Biz yazarlar, kitaplarımızı yazarken Word programını kullanırız, bir kelime hatası olduğunda onu düzeltme şansımız vardır, ama tuvale işlenen bir yanlış dokuyu düzeltmek o kadar kolay değildir. Biz, yazdığımız kitapları tekrar gözden geçirebilir, sonrasında istediğimiz kadar kopya çıkartabiliriz ama ressamların aynı resmi yapmaları hem çok uzun sürer hem de zordur...

Ortaokulda resim yeteneği olan bir sınıf arkadaşımız vardı, resim hariç diğer dersleri kötüydü. :) 
Şaka bir yana, resim konusunda ta o yaşlarda mahir parmaklarını kullanarak resim yapan bu arkadaşımızın bir sözünü hiç unutmuyorum; "Bazen oturduğum yerde ilham geliyor, hemen defterime sarılıyorum, resmi yapıp bitiriyorum. Ama aynı resmi bir daha yapmaya çalıştığımda olmuyor, yapamıyorum..."

Kendisi şimdi nerelerde bilmiyorum. Kulakları çınlamış mıdır acaba? :)

♥♥♥

Bu kadar sohbetin ardından, resimle ilgili üzüldüğüm bir konuya değinmek isterim;"Ruh!"

Resim yaparken özellikle insanları ve kısaca canlı varlıkları tümüyle çizmek dinimizde caiz değildir. Duyduğum kadarıyla bunu yapan bir kişiye kıyamette o eseri karşısına getirilerek şu soru sorulacaktır; "Bunu çizdin, peki diriltebilecek misin?" "Tabiî ki hayır..."

"Ve akabinde o kişi cehenneme atılacaktır..." diye duydum...

Ve bunu buldum;

"Her kim bir canlı resmi yaparsa, Allah ona, o resme can verinceye kadar azab eder. Ressam resmine katiyen ruh veremez ve ebediyen azab olunur." (Tecrid-i Sarih Tercümesi, VI/533). "Şu resimleri yapanlar yok mu? İşte onlar, kıyamet gününde, 'Haydi yaptığınız resimlere can veriniz?', diye azab olunacaklardır." (Tecrid-i Sarih Tercümesi, XII/116).

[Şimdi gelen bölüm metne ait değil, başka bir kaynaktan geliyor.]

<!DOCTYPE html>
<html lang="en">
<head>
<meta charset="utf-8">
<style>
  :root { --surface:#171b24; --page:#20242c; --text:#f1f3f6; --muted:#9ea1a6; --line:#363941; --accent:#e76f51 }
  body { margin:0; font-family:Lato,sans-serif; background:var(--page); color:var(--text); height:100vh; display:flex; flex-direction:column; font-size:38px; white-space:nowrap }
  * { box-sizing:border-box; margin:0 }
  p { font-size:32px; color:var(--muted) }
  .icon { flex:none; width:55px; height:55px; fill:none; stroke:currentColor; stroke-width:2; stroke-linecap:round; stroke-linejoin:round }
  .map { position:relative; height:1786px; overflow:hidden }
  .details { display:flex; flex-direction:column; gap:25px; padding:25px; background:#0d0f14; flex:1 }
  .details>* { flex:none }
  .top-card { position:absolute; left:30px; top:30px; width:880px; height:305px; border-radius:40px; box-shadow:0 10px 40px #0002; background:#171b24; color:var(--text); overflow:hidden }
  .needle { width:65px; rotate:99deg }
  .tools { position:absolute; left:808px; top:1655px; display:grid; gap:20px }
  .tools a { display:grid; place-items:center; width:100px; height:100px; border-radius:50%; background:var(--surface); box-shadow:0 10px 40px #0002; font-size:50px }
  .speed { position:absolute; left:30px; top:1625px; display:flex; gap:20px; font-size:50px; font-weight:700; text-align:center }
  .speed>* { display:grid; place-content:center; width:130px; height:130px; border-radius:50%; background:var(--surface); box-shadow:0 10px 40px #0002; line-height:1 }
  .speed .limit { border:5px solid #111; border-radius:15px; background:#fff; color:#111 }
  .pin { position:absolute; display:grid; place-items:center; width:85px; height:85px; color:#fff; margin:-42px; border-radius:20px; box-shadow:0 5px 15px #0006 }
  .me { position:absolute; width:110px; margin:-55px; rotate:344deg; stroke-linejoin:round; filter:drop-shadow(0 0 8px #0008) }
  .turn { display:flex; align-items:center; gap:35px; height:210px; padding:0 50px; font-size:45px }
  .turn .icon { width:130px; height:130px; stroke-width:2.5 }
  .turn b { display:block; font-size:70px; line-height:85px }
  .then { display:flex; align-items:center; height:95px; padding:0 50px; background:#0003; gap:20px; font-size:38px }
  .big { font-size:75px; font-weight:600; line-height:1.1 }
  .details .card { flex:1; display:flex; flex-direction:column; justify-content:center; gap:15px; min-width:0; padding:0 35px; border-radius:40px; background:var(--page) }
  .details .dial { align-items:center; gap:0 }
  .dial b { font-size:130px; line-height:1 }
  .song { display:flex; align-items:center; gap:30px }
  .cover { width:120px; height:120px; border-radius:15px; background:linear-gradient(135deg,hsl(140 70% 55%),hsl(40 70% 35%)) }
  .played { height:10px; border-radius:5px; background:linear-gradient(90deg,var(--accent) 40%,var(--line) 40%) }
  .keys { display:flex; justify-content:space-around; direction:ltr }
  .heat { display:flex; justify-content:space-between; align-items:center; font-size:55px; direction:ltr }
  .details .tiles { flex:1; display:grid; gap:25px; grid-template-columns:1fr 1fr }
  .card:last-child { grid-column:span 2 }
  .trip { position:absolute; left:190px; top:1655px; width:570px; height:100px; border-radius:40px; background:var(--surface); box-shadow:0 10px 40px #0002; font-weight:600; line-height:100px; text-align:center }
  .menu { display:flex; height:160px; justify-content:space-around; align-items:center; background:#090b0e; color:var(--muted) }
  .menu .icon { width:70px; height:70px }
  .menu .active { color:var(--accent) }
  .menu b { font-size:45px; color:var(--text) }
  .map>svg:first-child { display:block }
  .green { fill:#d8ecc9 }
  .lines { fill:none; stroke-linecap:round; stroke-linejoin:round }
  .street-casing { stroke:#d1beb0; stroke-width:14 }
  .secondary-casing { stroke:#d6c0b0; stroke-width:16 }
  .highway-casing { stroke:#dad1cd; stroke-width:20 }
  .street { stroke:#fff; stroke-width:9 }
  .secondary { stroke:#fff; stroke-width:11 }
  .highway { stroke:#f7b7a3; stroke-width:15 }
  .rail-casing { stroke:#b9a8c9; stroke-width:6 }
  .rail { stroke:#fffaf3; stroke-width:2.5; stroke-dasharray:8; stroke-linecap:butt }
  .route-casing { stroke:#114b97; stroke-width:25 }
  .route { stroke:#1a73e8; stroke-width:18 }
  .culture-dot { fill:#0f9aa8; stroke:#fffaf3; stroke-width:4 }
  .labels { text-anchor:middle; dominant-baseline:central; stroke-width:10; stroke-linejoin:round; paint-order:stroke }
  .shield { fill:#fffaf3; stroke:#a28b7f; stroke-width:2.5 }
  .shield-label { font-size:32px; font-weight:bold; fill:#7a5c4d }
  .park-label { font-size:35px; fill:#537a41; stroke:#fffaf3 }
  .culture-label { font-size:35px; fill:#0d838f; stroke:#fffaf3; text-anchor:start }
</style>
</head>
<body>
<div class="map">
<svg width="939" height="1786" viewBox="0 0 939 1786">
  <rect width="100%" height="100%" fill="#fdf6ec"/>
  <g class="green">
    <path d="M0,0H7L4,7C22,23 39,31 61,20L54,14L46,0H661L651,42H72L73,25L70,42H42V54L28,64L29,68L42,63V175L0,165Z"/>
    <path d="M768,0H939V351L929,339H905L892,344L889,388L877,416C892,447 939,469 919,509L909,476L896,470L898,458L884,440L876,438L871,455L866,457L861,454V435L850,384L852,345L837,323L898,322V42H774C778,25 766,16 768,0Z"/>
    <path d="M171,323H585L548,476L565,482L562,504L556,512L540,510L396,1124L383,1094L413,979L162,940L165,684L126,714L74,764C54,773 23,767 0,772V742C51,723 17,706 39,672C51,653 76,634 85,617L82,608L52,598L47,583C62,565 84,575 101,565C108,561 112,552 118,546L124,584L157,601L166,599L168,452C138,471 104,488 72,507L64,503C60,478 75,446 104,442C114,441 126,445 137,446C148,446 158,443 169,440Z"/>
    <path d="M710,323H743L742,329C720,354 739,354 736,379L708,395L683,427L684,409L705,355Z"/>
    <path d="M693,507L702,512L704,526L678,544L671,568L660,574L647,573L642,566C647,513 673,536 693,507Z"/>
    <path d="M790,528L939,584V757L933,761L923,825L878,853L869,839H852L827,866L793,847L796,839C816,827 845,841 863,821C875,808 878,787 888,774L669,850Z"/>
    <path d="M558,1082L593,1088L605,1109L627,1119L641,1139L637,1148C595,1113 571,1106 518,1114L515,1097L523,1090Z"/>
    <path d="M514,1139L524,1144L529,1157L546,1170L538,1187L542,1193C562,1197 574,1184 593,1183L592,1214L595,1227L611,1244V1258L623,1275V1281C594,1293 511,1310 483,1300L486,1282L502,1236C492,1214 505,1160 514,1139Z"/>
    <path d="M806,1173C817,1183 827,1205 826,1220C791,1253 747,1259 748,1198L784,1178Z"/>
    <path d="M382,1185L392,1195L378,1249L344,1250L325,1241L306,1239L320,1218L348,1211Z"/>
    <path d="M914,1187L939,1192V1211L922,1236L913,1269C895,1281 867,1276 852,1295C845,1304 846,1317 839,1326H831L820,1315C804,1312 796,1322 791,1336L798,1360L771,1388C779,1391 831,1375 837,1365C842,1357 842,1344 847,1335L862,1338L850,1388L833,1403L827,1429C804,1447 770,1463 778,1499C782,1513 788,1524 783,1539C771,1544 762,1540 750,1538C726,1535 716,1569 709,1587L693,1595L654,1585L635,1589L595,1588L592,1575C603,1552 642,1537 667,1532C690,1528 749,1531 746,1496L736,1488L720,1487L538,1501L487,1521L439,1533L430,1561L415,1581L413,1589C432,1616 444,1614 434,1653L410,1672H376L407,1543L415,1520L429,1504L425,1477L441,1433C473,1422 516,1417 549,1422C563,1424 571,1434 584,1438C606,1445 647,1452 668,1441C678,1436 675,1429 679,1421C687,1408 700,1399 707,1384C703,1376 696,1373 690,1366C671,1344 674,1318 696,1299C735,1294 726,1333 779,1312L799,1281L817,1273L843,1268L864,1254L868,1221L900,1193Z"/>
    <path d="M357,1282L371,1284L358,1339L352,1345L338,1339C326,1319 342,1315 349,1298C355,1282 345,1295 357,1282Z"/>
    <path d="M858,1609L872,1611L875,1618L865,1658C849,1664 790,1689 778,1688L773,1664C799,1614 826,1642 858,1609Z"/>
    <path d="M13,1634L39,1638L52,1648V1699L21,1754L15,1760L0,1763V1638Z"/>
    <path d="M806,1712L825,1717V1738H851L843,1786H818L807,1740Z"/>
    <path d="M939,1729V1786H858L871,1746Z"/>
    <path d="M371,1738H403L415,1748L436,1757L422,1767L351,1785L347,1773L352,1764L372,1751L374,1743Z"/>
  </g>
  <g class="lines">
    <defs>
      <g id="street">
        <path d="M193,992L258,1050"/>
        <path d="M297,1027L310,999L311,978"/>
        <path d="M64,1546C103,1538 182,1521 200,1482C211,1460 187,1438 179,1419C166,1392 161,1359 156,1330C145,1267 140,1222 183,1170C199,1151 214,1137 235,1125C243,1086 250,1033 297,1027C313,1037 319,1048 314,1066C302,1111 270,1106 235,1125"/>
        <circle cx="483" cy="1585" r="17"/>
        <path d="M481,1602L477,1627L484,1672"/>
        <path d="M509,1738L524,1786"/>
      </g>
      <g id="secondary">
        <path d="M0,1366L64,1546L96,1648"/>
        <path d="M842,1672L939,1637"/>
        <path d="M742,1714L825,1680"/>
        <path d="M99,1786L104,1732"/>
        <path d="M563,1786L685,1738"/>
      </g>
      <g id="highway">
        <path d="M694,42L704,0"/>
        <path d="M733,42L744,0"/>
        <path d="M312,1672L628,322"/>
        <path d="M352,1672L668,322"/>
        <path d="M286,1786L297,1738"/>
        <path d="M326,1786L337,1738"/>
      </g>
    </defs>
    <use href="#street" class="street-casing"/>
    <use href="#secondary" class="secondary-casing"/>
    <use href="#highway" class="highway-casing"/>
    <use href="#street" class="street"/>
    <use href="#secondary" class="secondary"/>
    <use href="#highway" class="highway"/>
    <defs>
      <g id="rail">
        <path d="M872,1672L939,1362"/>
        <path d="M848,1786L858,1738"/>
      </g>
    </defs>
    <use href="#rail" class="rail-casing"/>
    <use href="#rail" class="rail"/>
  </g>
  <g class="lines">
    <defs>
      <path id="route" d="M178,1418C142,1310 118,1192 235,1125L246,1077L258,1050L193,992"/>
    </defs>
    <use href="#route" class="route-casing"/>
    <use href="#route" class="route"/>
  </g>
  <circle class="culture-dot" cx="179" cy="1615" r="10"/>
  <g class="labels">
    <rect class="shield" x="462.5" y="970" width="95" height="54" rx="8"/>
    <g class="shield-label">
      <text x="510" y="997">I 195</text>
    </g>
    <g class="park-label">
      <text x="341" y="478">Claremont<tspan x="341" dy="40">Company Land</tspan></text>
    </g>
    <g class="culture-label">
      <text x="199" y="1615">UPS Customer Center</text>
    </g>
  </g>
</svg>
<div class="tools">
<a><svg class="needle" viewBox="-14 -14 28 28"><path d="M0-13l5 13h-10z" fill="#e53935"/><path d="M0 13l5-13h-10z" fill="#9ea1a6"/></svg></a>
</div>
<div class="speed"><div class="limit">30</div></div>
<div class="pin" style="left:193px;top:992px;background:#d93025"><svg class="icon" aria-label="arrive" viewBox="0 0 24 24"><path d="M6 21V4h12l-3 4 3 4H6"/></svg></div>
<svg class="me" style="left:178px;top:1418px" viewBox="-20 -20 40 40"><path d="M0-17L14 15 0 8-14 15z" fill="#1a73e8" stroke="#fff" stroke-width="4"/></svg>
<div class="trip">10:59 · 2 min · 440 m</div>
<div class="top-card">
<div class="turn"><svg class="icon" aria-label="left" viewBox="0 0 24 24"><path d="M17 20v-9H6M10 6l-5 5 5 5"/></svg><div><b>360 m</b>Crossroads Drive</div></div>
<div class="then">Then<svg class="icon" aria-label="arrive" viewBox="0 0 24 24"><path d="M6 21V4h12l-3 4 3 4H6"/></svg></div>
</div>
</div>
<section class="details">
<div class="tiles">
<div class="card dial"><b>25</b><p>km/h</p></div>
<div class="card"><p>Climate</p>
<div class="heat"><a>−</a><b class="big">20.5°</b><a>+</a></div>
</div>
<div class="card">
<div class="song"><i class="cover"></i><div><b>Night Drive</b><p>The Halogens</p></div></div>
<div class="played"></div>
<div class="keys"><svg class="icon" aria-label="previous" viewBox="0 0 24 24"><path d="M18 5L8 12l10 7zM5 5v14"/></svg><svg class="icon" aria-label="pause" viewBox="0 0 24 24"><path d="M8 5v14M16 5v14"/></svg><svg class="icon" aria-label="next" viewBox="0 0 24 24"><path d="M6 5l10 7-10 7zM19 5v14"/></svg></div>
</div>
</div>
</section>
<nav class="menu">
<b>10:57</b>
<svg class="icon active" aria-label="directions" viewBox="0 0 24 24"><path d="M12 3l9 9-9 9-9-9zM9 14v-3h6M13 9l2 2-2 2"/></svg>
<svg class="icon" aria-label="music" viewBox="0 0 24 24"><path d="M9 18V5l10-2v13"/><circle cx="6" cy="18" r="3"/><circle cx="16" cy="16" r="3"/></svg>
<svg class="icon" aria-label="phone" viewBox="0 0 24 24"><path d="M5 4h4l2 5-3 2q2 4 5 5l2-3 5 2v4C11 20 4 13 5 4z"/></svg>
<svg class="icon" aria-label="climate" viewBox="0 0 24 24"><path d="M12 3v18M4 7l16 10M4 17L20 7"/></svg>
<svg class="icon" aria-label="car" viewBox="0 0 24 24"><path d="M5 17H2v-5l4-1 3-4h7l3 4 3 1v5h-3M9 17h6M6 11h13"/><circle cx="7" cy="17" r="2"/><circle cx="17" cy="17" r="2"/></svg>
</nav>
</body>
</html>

İslam'ın kuvvetlenip güçlenmesiyle tazim ifade etmeyen resimlerin yapılmasına müsaade olunmuştur. Nitekim İslâm bilginlerinin çoğu, manzara resimlerinin, yarım (mesela belden yukarı) insan ve diğer ruh taşıyan hayvanların resimlerinin yapılmasında ve kullanılmasında bir sakınca görmemişlerdir. Yalnız tam insan ve ruh taşıyan hayvan resimleri hakkında âlimlerden bir kısmı, tazim olmaksızın kullanmayı kerahetle caiz görmüş, bir kısmı da görmemiştir.


Yaratmak Allah'a özgüdür, insan yaratamaz, üretir...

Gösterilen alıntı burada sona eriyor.